Module data.xmldata
ballerina/data.xmldata Ballerina library
Ballerina XML Data Library
The Ballerina XML Data Library is a comprehensive toolkit designed to facilitate the handling and manipulation of XML data within Ballerina applications. It streamlines the process of converting XML data to native Ballerina data types, enabling developers to work with XML content seamlessly and efficiently.
This library is the refined successor of the ballerina/xmldata
module, incorporating enhanced functionalities and improved performance.
Features
- Versatile XML Data Input: Accept XML data as a xml, a string, byte array, or a stream and convert it into a Record value.
- XML to Record Value Conversion: Transform XML data into Ballerina records with ease in compliance with OpenAPI 3 standards.
- Projection Support: Perform selective conversion of XML data subsets into Record values through projection.
Usage
Converting an XML value to a Record value
To convert an XML value to a Record value, you can utilize the parseAsType
function provided by the library. The example below showcases the transformation of an XML value into a Record value.

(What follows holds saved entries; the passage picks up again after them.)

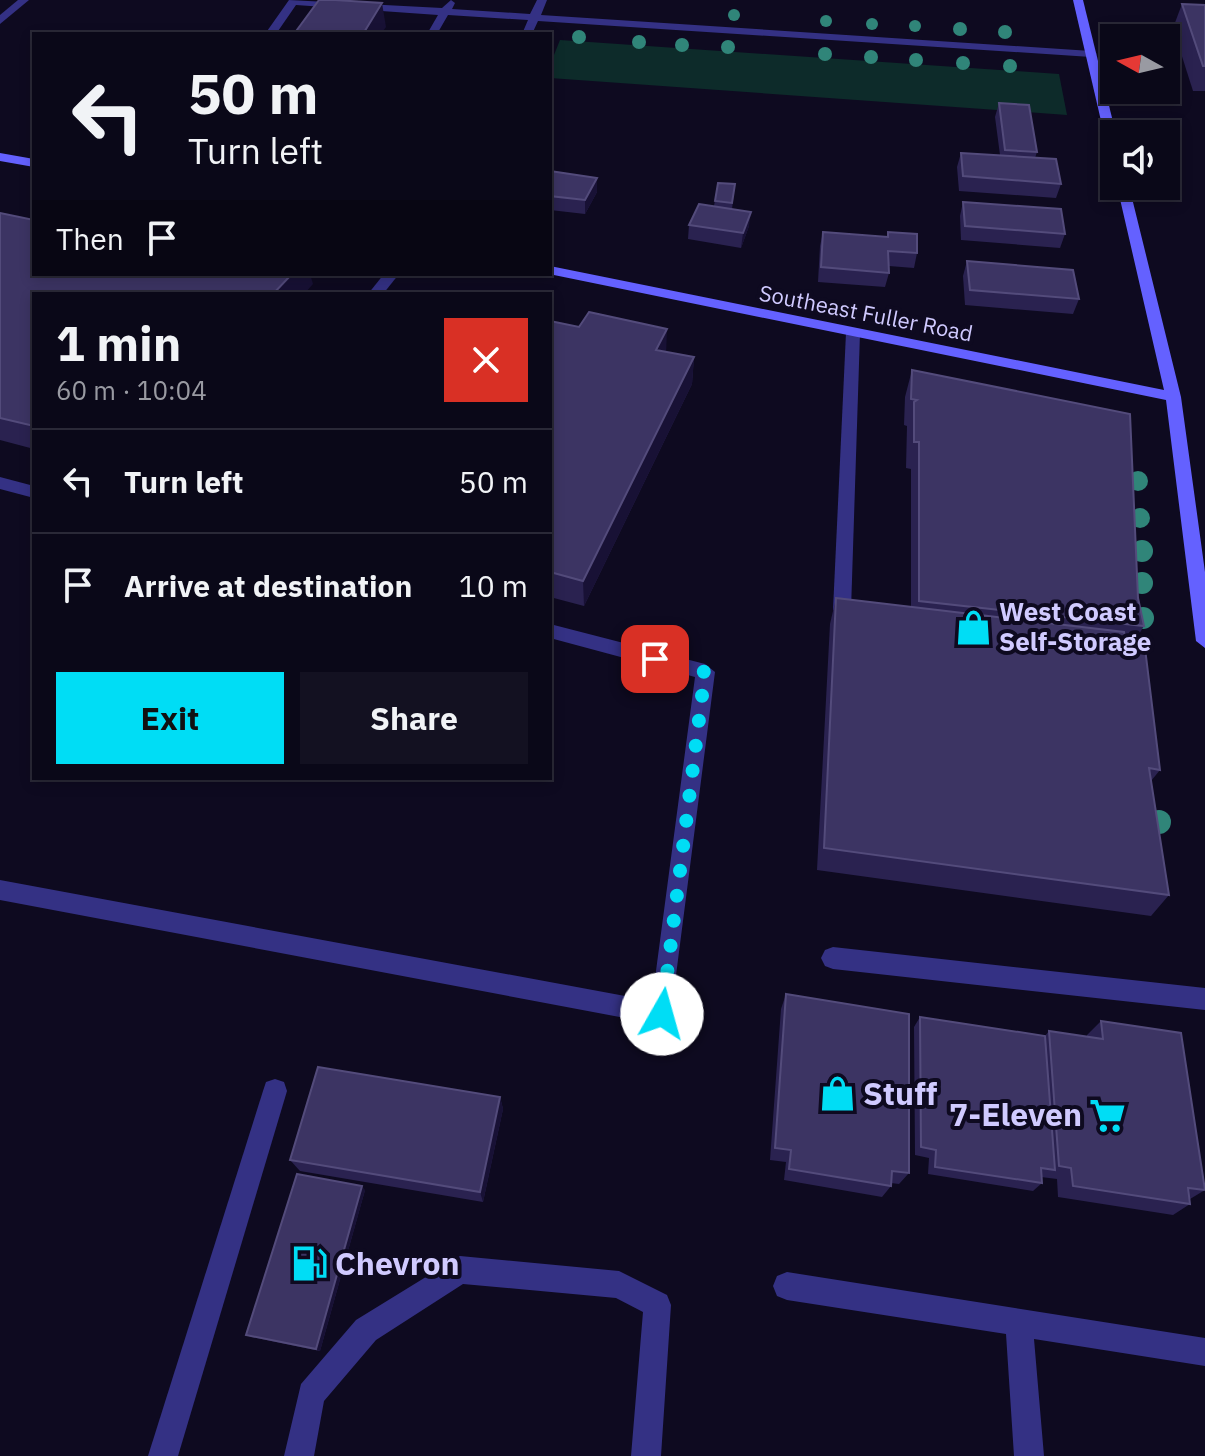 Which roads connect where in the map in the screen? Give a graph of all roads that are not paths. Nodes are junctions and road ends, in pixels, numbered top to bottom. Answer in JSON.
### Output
{"nodes":[{"id":1,"x":24,"y":0,"type":"edge"},
{"id":2,"x":451,"y":0,"type":"edge"},
{"id":3,"x":542,"y":0,"type":"edge"},
{"id":4,"x":1078,"y":0,"type":"edge"},
{"id":5,"x":294,"y":1,"type":"edge"},
{"id":6,"x":444,"y":13,"type":"junction"},
{"id":7,"x":534,"y":18,"type":"junction"},
{"id":8,"x":0,"y":21,"type":"edge"},
{"id":9,"x":271,"y":32,"type":"edge"},
{"id":10,"x":433,"y":32,"type":"edge"},
{"id":11,"x":528,"y":32,"type":"edge"},
{"id":12,"x":1091,"y":54,"type":"junction"},
{"id":13,"x":1107,"y":120,"type":"edge"},
{"id":14,"x":0,"y":157,"type":"edge"},
{"id":15,"x":32,"y":163,"type":"edge"},
{"id":16,"x":1126,"y":200,"type":"edge"},
{"id":17,"x":552,"y":270,"type":"edge"},
{"id":18,"x":390,"y":276,"type":"edge"},
{"id":19,"x":377,"y":292,"type":"edge"},
{"id":20,"x":853,"y":333,"type":"junction"},
{"id":21,"x":1173,"y":397,"type":"junction"},
{"id":22,"x":2,"y":487,"type":"edge"},
{"id":23,"x":32,"y":492,"type":"edge"},
{"id":24,"x":842,"y":610,"type":"edge"},
{"id":25,"x":552,"y":632,"type":"edge"},
{"id":26,"x":1205,"y":641,"type":"edge"},
{"id":27,"x":0,"y":890,"type":"edge"},
{"id":28,"x":833,"y":958,"type":"dead end"},
{"id":29,"x":1205,"y":999,"type":"edge"},
{"id":30,"x":275,"y":1091,"type":"dead end"},
{"id":31,"x":787,"y":1286,"type":"dead end"},
{"id":32,"x":1019,"y":1323,"type":"junction"},
{"id":33,"x":1205,"y":1352,"type":"edge"},
{"id":34,"x":163,"y":1456,"type":"edge"},
{"id":35,"x":299,"y":1456,"type":"edge"},
{"id":36,"x":646,"y":1456,"type":"edge"},
{"id":37,"x":1029,"y":1456,"type":"edge"}],
"edges":[{"from":1,"to":8,"type":"street"},
{"from":2,"to":6,"type":"street"},
{"from":3,"to":7,"type":"street"},
{"from":4,"to":12,"type":"street"},
{"from":5,"to":6,"type":"street"},
{"from":5,"to":9,"type":"street"},
{"from":6,"to":7,"type":"street"},
{"from":6,"to":10,"type":"street"},
{"from":7,"to":11,"type":"street"},
{"from":7,"to":12,"type":"street"},
{"from":12,"to":13,"type":"street"},
{"from":14,"to":15,"type":"street"},
{"from":16,"to":21,"type":"street"},
{"from":17,"to":20,"type":"street","name":"Southeast Fuller Road"},
{"from":18,"to":19,"type":"street"},
{"from":20,"to":21,"type":"street","name":"Southeast Fuller Road"},
{"from":20,"to":24,"type":"street"},
{"from":21,"to":26,"type":"street"},
{"from":22,"to":23,"type":"street"},
{"from":25,"to":27,"type":"street"},
{"from":28,"to":29,"type":"street"},
{"from":30,"to":34,"type":"street"},
{"from":31,"to":32,"type":"street"},
{"from":32,"to":33,"type":"street"},
{"from":32,"to":37,"type":"street"},
{"from":35,"to":36,"type":"street"}]}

import ballerina/data.xmldata; import ballerina/io; public function main() returns error? { xml data = xml `<book> <id>0</id> <title>string</title> <author>string</author> </book>`; Book book = check xmldata:parseAsType(data); io:println(book); } type Book record { int id; string title; string author; };
Converting an external XML document to a Record value
For transforming XML content from an external source into a Record value, the parseString
, parseBytes
, parseStream
functions can be used. This external source can be in the form of a string or a byte array/byte-block-stream that houses the XML data. This is commonly extracted from files or network sockets. The example below demonstrates the conversion of an XML value from an external source into a Record value.
import ballerina/data.xmldata; import ballerina/io; public function main() returns error? { string xmlContent = check io:fileReadString("path/to/file.xml"); Book book = check xmldata:parseString(xmlContent); io:println(book); } type Book record { int id; string title; string author; };
Make sure to handle possible errors that may arise during the file reading or XML to record conversion process. The check
keyword is utilized to handle these errors, but more sophisticated error handling can be implemented as per your requirements.
XML to Record Canonical Representation
The translation of XML to a Record representation is a fundamental feature of the library. It facilitates a structured and type-safe approach to handling XML data within Ballerina applications.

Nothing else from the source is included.